The above description is only of the preferred embodiments of the present invention, and it should be noted that: it will be apparent to those skilled in the art that various modifications and adaptations can be made without departing from the principles of the invention and these are intended to be within the scope of the invention.

Claims

1. An improved sound recording device identification algorithm comprising the steps of:

step S1, framing and preprocessing the audio signal to be detected;

s3, constructing a second model, wherein the second model comprises a first convolutional layer, a second convolutional layer, a third convolutional layer, a fourth convolutional layer and a global average pooling layer which are sequentially arranged, the first three layers of the second model are convolutional layers, jump connection is added, the output result of the first convolutional layer and the output result of the third convolutional layer are superposed to form the final characteristic of the third layer, and the Mel frequency spectrum characteristic of the signal in the S1 is extracted as the input of the second model;

2. An improved sound recording device identification algorithm as claimed in claim 1 wherein: in step S2, 72-dimensional frame-level features are extracted, and 1000-dimensional feature vectors are output after model one processing.

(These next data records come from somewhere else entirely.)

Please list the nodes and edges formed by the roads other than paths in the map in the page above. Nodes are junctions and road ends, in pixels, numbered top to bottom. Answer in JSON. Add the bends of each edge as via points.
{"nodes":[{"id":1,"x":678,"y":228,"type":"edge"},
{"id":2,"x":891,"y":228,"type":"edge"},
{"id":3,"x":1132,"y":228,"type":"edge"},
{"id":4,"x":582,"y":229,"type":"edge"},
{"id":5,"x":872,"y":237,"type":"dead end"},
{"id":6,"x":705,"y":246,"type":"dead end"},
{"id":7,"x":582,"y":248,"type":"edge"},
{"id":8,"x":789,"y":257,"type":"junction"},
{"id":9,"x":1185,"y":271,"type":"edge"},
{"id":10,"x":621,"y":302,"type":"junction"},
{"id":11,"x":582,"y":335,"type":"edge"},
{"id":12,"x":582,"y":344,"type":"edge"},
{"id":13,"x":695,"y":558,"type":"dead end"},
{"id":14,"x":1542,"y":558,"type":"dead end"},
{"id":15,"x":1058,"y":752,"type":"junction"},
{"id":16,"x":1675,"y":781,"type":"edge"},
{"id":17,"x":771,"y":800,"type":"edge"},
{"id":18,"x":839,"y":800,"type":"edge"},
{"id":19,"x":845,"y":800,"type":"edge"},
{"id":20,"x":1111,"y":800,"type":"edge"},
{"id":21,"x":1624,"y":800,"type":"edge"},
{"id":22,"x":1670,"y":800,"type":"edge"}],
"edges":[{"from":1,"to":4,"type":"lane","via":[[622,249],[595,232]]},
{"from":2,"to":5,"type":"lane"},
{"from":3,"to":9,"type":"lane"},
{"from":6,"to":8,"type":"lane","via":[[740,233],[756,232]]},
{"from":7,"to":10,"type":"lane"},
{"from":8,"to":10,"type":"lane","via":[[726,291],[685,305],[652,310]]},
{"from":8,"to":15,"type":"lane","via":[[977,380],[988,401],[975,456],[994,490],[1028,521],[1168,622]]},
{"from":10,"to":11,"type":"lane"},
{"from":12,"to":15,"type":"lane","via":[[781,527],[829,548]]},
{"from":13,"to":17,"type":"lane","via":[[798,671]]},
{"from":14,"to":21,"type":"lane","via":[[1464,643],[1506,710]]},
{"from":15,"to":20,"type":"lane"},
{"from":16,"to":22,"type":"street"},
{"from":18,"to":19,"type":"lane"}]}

3. An improved sound recording device identification algorithm as claimed in claim 1 wherein: in step S3, the output result of the first convolution layer and the output result of the third convolution layer are superimposed to be the final output of the third convolution layer.

4. An improved sound recording device identification algorithm as claimed in claim 1 wherein: in step S1, the audio signal is framed, the frame length is 1024, the frame shift is 25%, and Hanning window processing is performed on the signal to extract multi-dimensional frame-level features.

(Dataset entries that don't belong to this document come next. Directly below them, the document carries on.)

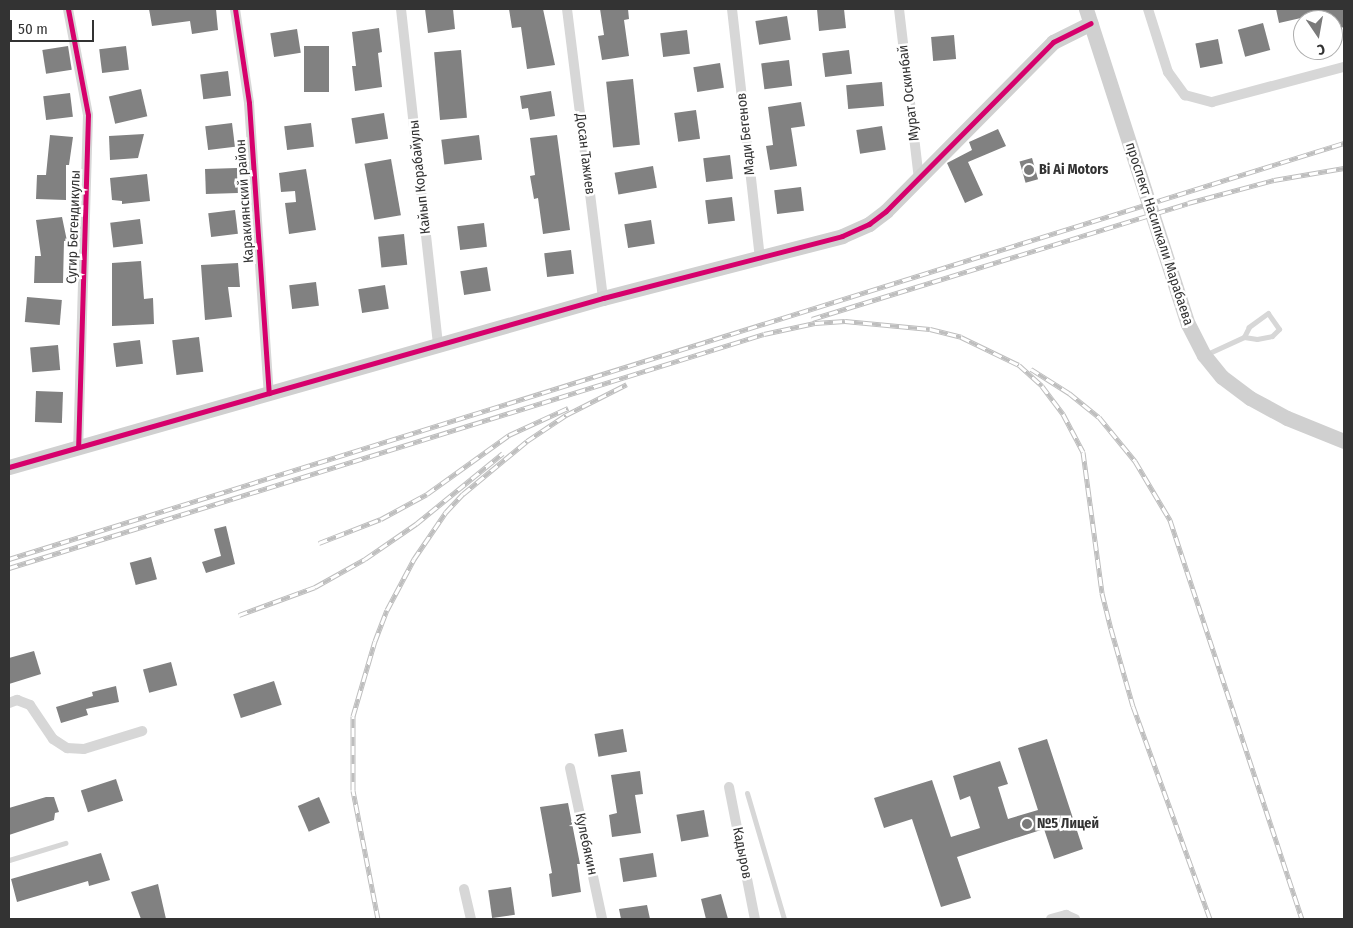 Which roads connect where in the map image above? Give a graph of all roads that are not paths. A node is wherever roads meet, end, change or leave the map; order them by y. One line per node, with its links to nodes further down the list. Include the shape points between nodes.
1 (68, 9): 19 (street, Сугир Бегендикулы, via 88,115)
2 (235, 9): 17 (street, Каракиянский район, via 249,102)
3 (401, 9): 15 (street, Кайып Корабайулы)
4 (567, 9): 13 (street, Досан Тажиев)
5 (732, 9): 12 (street, Мади Бегенов)
6 (899, 9): 11 (street, Мурат Оскинбай)
7 (1086, 9): 9 (street, проспект Насипкали Марабаева)
8 (1148, 9): 10 (street, via 1168,72 1185,96 1212,102)
9 (1091, 24): 11 (street, via 1053,42); 16 (street, проспект Насипкали Марабаева, via 1188,324)
10 (1344, 67)
11 (919, 178): 12 (street, via 869,224 842,236)
12 (760, 260): 13 (street)
13 (603, 298): 15 (street)
14 (1244, 337): 14 (lane, via 1257,340 1278,334 1279,329 1268,313 1249,327); 16 (lane)
15 (438, 346): 17 (street)
16 (1204, 355): 18 (street, проспект Насипкали Марабаева, via 1222,377 1250,398)
17 (269, 394): 19 (street)
18 (1344, 441)
19 (78, 447): 20 (street)
20 (9, 467)
21 (9, 703): 22 (street, via 17,700 30,705 53,739 67,748 84,749)
22 (142, 731)
23 (570, 768): 30 (street, Кулебякин)
24 (729, 787): 31 (street, Кадыров)
25 (747, 793): 32 (lane)
26 (65, 843): 27 (lane)
27 (9, 860)
28 (464, 889): 29 (street)
29 (471, 919)
30 (602, 919)
31 (755, 919)
32 (784, 919)
33 (1051, 919): 34 (street, via 1066,915)
34 (1075, 919)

5. An improved sound recording device identification algorithm as claimed in claim 1 wherein: in step S1, framing the audio signal, where the frame length is 1024 and the frame shift is 25%; calculating FFT for each frame of data, wherein the number of FFT points is 2048; and then a logarithmic Mel frequency spectrum diagram is obtained by calculation through a Mel filter bank with 80 sub-band filters.

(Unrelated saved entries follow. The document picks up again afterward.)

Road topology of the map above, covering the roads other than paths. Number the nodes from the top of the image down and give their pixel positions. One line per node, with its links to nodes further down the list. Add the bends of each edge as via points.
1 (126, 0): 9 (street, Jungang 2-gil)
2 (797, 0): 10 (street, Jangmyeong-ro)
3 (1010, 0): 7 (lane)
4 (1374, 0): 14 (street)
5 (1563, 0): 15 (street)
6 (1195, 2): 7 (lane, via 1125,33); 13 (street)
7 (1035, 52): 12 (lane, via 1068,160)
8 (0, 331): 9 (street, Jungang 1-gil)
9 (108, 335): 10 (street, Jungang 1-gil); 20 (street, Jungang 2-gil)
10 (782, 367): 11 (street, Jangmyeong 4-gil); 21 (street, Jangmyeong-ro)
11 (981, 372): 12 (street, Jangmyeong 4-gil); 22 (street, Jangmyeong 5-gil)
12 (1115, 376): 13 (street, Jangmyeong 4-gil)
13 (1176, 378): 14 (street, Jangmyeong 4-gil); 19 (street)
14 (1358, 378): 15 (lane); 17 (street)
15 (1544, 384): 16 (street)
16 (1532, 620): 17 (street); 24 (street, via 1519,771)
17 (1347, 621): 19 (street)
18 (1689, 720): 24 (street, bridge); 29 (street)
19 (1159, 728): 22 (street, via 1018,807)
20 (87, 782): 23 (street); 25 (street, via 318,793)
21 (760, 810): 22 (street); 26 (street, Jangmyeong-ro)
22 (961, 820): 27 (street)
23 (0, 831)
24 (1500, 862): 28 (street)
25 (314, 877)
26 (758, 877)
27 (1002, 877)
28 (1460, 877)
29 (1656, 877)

6. An improved sound recording device identification algorithm as claimed in claim 1 wherein: in step S2, the multidimensional frame-level features include a short-term zero-crossing rate, root-mean-square energy, fundamental frequency, spectrum centroid, spectrum diffusion, spectrum entropy, spectrum flux, formant frequency, first-order difference mel cepstrum coefficient, second-order difference mel cepstrum coefficient, linear prediction coefficient, and Bark frequency cepstrum coefficient.

7. An improved sound recording device identification algorithm as claimed in claim 1 wherein: in step S2, the output S of the attention layer is expressed as P (v | x, q) expectation of the class probability distribution:

wherein the input sequence is

The corresponding request is q;

p denotes the probability distribution function, i.e. when v ═ i represents the choice of x according to q_iThe probability of (d);

q and x_iThere is a relationship:

i.e. using a function f (x) according to the standard attention mechanism principle_iQ) calculating a q and x_iAlignment score a between_i。